La ville et la mort

La ville et l’urbanisation sont au cœur de l’aventure humaine depuis six millénaires. L’une et l’autre se déclinent sur plusieurs registres d’une complexité parfois déroutante. Alors que la pandémie a mis sur pause les villes qui sont appelées à se redéfinir, quelques passionnés vous proposent leur perspective sur le développement urbain. Aujourd’hui, la ville et la mort.

Le juriste anglais Edward Coke écrit au XVIIe siècle que la maison d’un homme, c’est son château. En 1991, la Cour suprême du Canada cite Coke avec délectation. Il s’agit là d’une « vérité », dit-elle.

Entre les deux, soit entre la Renaissance où vit Coke, créatrice et humaniste, et la période actuelle, il y a la Révolution industrielle. Elle est noire de charbon, bruyante, sale, chaotique et mortelle. L’homme est la matière première de la machine. Qui le broie. La Révolution industrielle ne sera pas qu’une révolution de l’industrie et de l’économie libérale. Elle entraînera l’humanité dans une course vers la vie. Son écrin, la ville, doit se transformer. Il faut l’organiser, la coordonner durablement, afin qu’elle devienne vivable. Le territoire devient la source d’une science : l’urbanisme. L’Angleterre en sera la grande pionnière.

Transportons-nous à Londres en 1858, grande matrice des changements qui s’annoncent. Illustrons notre propos à travers un jeune homme que nous nommerons Jeremy Booth et qui y vit.

Jeremy a dormi dans les marches d’un taudis ce soir. Les plus pauvres s’y entassent. Ceux qui peuvent se le permettre occupent les caves, parmi les cochons. Les mieux nantis des pauvres partagent un logement avec une autre famille. Ils couchent à huit dans le même lit. Le logement ne compte aucune fenêtre. Ils n’ont ni air, ni lumière du jour, ni toilette.

On boit l’eau de la Tamise, fortement polluée. Londres pue. Vingt-cinq mille chevaux parcourent Londres où ils laissent quotidiennement dans les rues près de cent tonnes de crottin. Au Parlement, on parfume les rideaux. La chaleur de l’été et le faible niveau des canaux empêchent les cadavres d’animaux, les déchets des usines et les excréments de flotter vers l’océan qui normalement les avale.

Friedrich Engels écrit que les murs des maisons des ouvriers sont lépreux, que les chambranles des portes et des fenêtres sont brisés ou descellés, les portes, quand il y en a, faites de vieilles planches clouées ensemble. Partout, des tas de détritus, une odeur écœurante, le bruit assourdissant des industries, le brouillard charbonneux à couper au couteau.
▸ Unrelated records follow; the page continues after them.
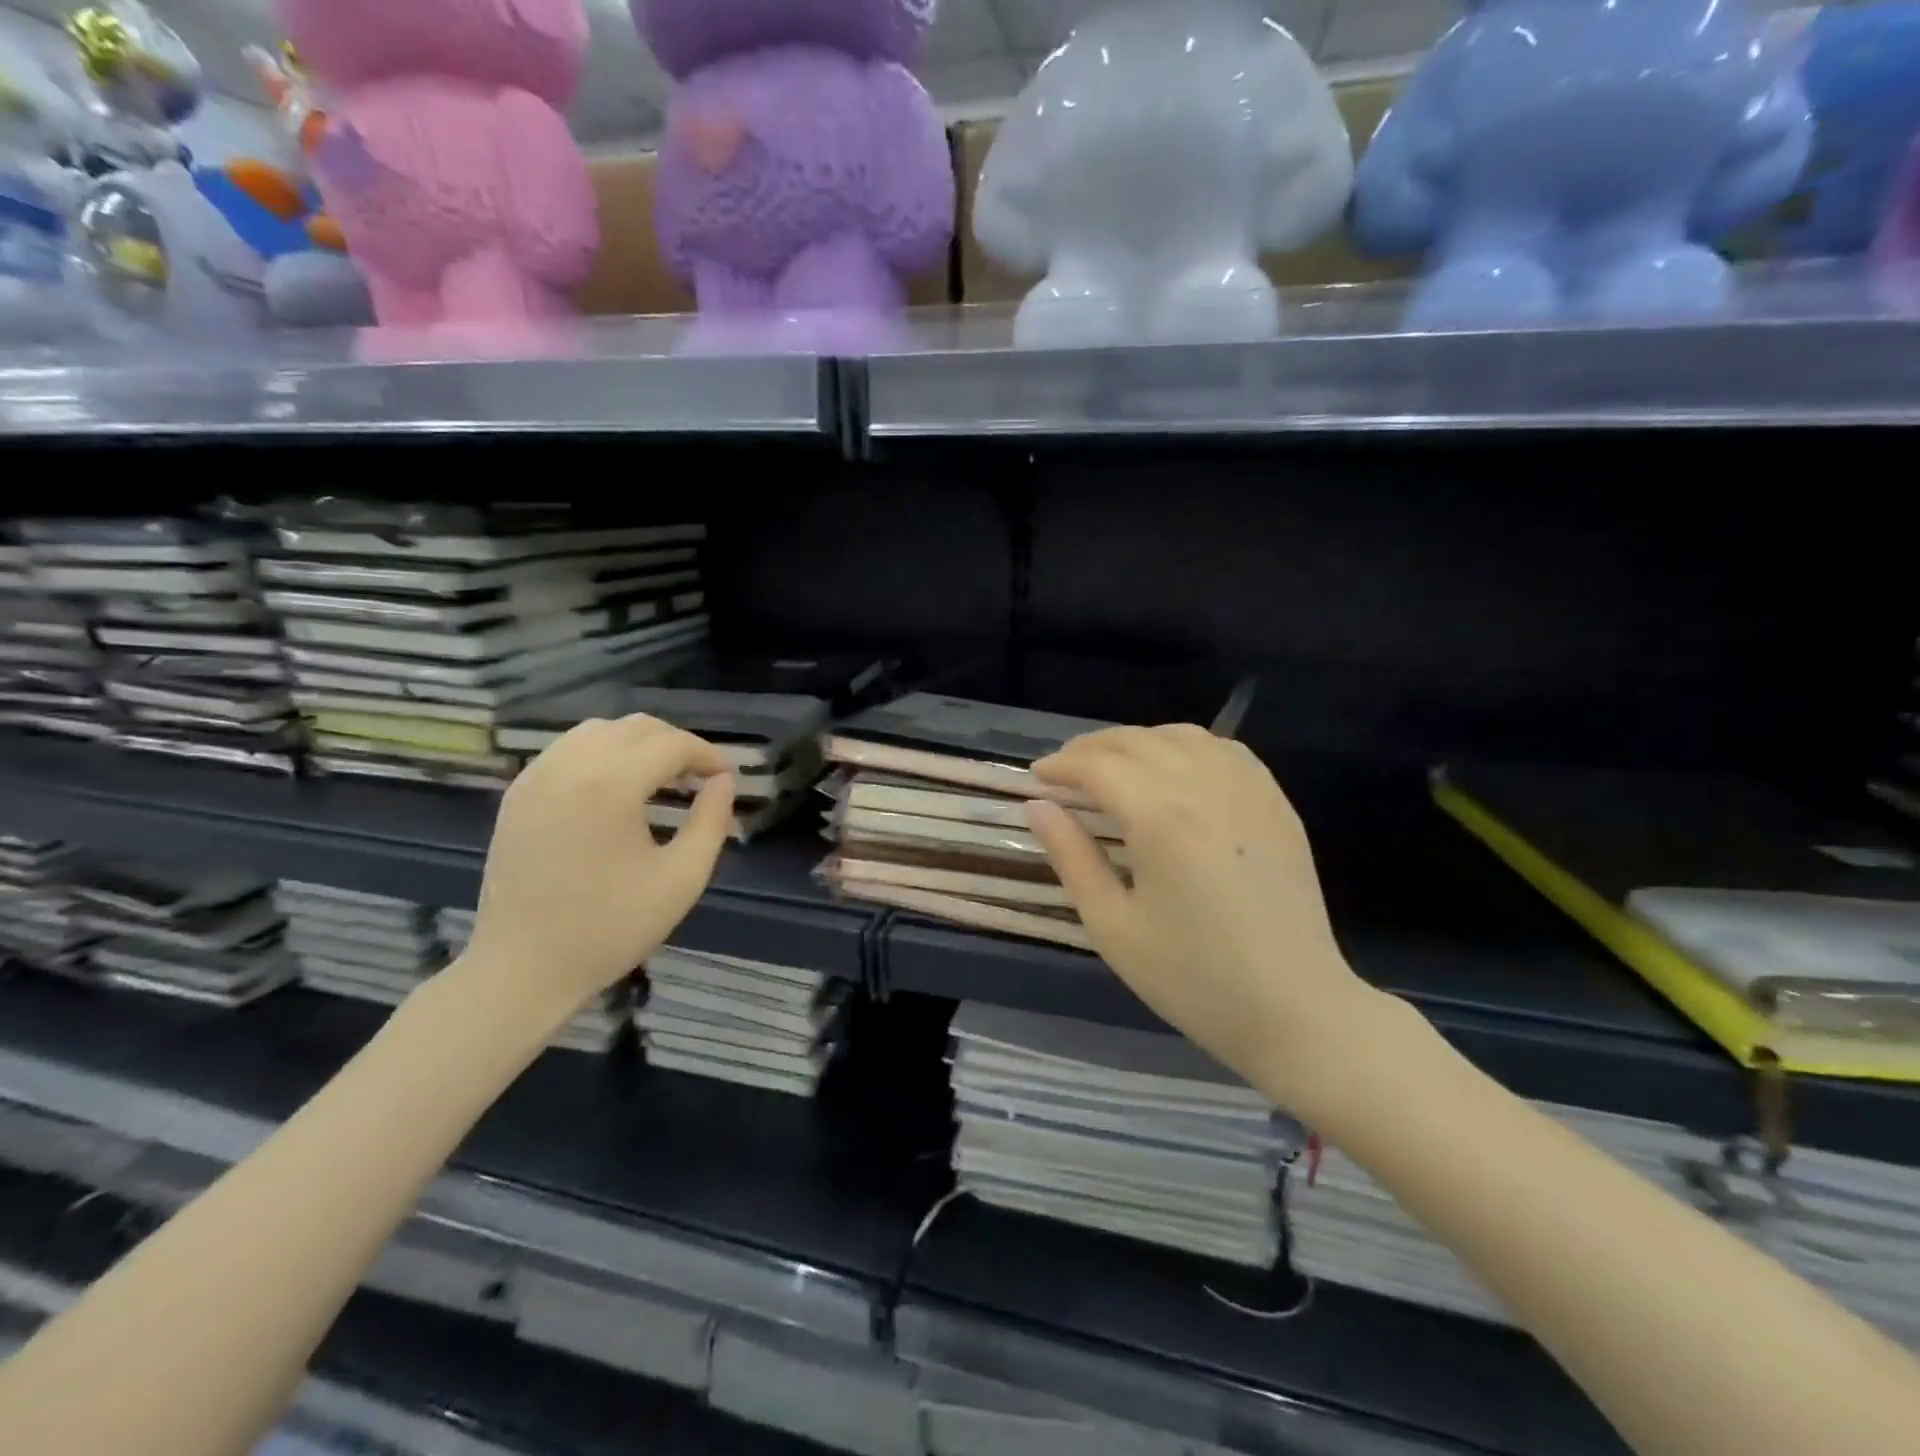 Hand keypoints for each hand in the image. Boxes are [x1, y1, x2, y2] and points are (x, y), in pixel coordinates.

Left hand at [461, 716, 734, 1017]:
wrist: (524, 969)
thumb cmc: (611, 927)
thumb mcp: (682, 878)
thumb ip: (711, 821)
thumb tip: (724, 782)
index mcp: (610, 785)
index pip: (671, 744)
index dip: (707, 755)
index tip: (726, 778)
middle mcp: (569, 766)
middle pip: (636, 727)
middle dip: (676, 744)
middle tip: (700, 778)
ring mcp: (535, 777)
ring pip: (598, 730)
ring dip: (638, 743)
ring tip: (660, 778)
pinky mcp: (517, 794)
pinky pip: (567, 749)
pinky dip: (602, 753)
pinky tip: (616, 788)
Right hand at [1027, 726, 1382, 1113]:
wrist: (1295, 1009)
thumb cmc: (1193, 977)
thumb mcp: (1112, 926)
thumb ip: (1071, 857)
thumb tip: (1037, 807)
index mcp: (1160, 817)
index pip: (1098, 766)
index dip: (1061, 765)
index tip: (1036, 777)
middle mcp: (1204, 785)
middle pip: (1136, 741)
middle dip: (1091, 748)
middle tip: (1064, 771)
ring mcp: (1248, 789)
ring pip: (1182, 736)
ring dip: (1138, 741)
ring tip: (1114, 766)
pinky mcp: (1276, 802)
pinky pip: (1225, 750)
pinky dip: (1187, 747)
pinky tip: (1175, 770) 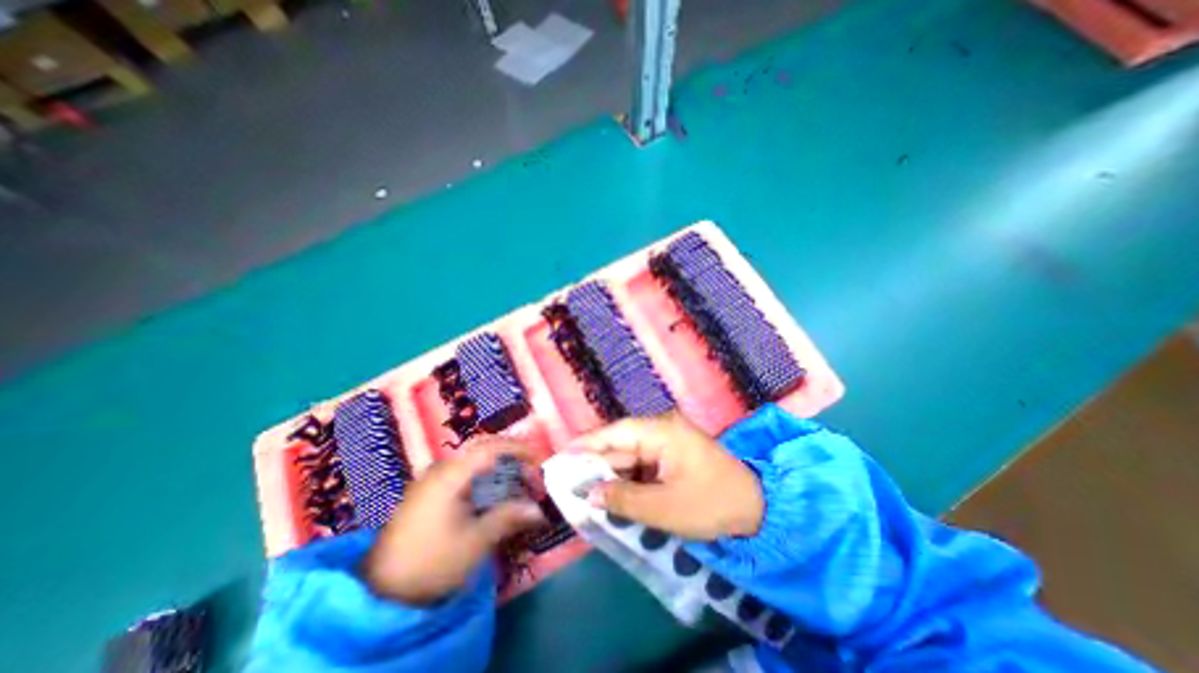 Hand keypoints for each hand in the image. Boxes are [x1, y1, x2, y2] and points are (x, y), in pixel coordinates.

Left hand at [357, 439, 541, 606]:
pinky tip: (492, 496)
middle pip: (483, 449)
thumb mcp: (475, 541)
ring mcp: (432, 480)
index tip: (539, 461)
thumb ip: (508, 518)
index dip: (519, 449)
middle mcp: (441, 468)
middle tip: (530, 472)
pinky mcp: (428, 493)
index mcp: (451, 474)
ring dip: (498, 469)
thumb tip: (538, 509)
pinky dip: (483, 479)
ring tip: (516, 485)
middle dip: (510, 457)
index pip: (491, 447)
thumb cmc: (431, 562)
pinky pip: (463, 474)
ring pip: (473, 462)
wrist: (380, 591)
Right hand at [569, 409, 762, 542]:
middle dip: (595, 463)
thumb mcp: (664, 508)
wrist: (757, 510)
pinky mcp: (671, 456)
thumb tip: (588, 494)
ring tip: (582, 490)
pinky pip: (641, 465)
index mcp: (661, 431)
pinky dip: (626, 480)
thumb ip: (622, 499)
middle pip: (620, 444)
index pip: (616, 433)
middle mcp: (661, 430)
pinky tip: (610, 493)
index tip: (561, 457)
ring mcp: (667, 443)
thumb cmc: (711, 504)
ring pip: (629, 456)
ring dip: (610, 474)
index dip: (587, 444)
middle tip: (566, 480) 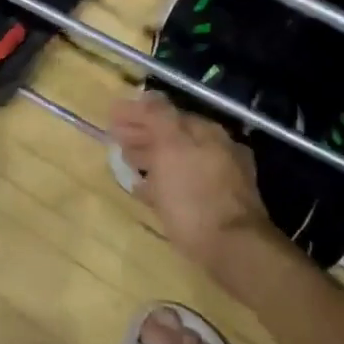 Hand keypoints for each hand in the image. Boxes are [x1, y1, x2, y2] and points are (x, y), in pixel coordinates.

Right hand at [109, 93, 282, 288]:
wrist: (232, 249)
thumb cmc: (194, 195)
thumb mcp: (171, 148)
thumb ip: (158, 117)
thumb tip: (147, 94)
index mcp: (206, 133)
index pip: (166, 113)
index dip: (137, 114)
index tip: (110, 117)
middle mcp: (217, 150)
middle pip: (172, 136)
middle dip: (143, 135)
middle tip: (115, 139)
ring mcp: (220, 179)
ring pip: (177, 161)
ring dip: (151, 158)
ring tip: (127, 163)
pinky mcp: (216, 206)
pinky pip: (182, 184)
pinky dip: (162, 182)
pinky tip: (146, 191) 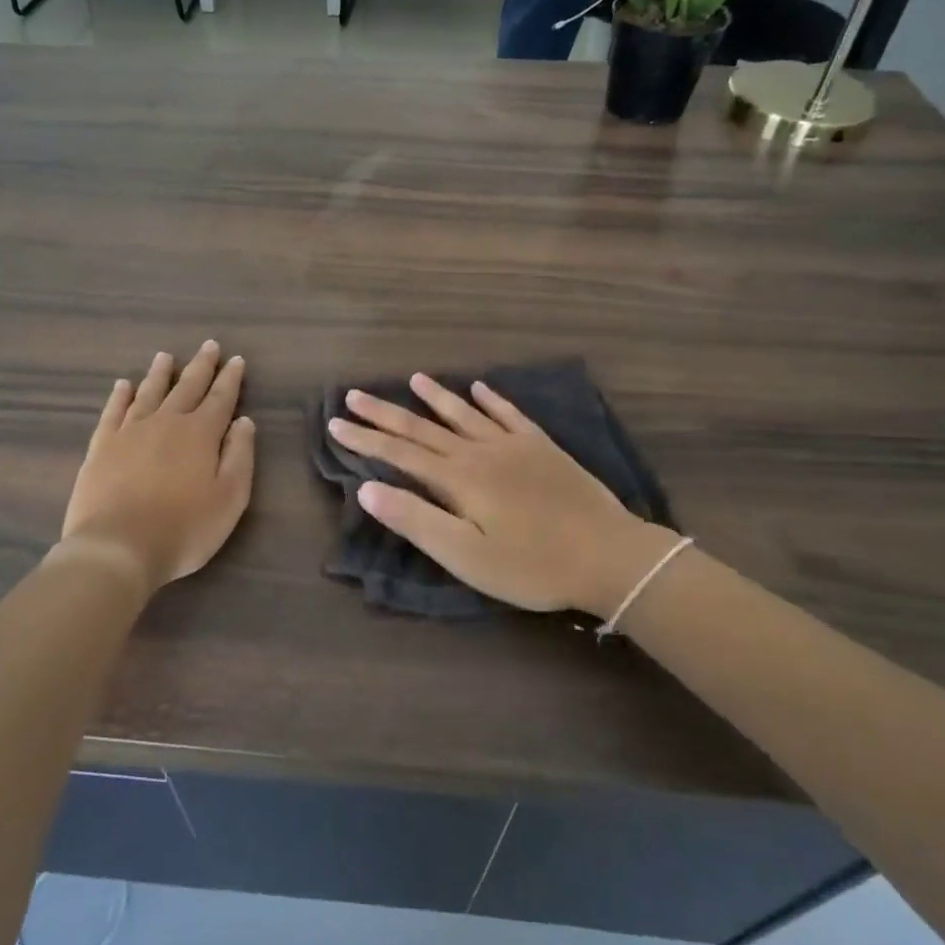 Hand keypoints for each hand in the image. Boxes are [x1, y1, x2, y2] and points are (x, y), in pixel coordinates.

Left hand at [61, 342, 255, 594]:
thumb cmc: (184, 528)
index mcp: (201, 433)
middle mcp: (166, 422)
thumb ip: (239, 456)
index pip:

Les Anglais sont aux abois. Les conditions de vie, misérables, sont un frein au libéralisme économique. Il faut agir. La salubrité devient un credo. Les hygiénistes fréquentent les ingénieurs de la voirie qui fréquentent les premiers travailleurs sociaux, souvent des bourgeois. Le Parlement vote des lois. Les égouts doivent être réformés, l’eau, purifiée, et des blocs d’appartements construits pour les ouvriers méritants. Éventuellement, les routes seront pavées afin d’améliorer la circulation et d’éliminer la poussière et la boue. On réforme l’habitation et le travail.

Mais les citadins ont besoin d’autre chose, de verdure. Les anciens cimetières médiévaux sont poussés par les épidémies de choléra à l’extérieur des villes et des villages. Les concessions se développent, les cimetières s’organisent comme des villes avec des allées rectilignes. Ils deviennent des destinations champêtres. Pendant ce temps, les cimetières désaffectés des églises villageoises servent de lieu de repos. Ce sont les premiers parcs.

On connaît même un nouveau genre de spécialistes de leur aménagement, les jardiniers paysagistes ou des architectes pour qui le paysage est une construction. Les grands terrains excédentaires de l’armée sont réaffectés. Ils deviendront le Stanley Park, l’île Sainte-Hélène, les Plaines d’Abraham… Puis, il y aura de grands parcs urbains, comme le Mont-Royal ou Central Park.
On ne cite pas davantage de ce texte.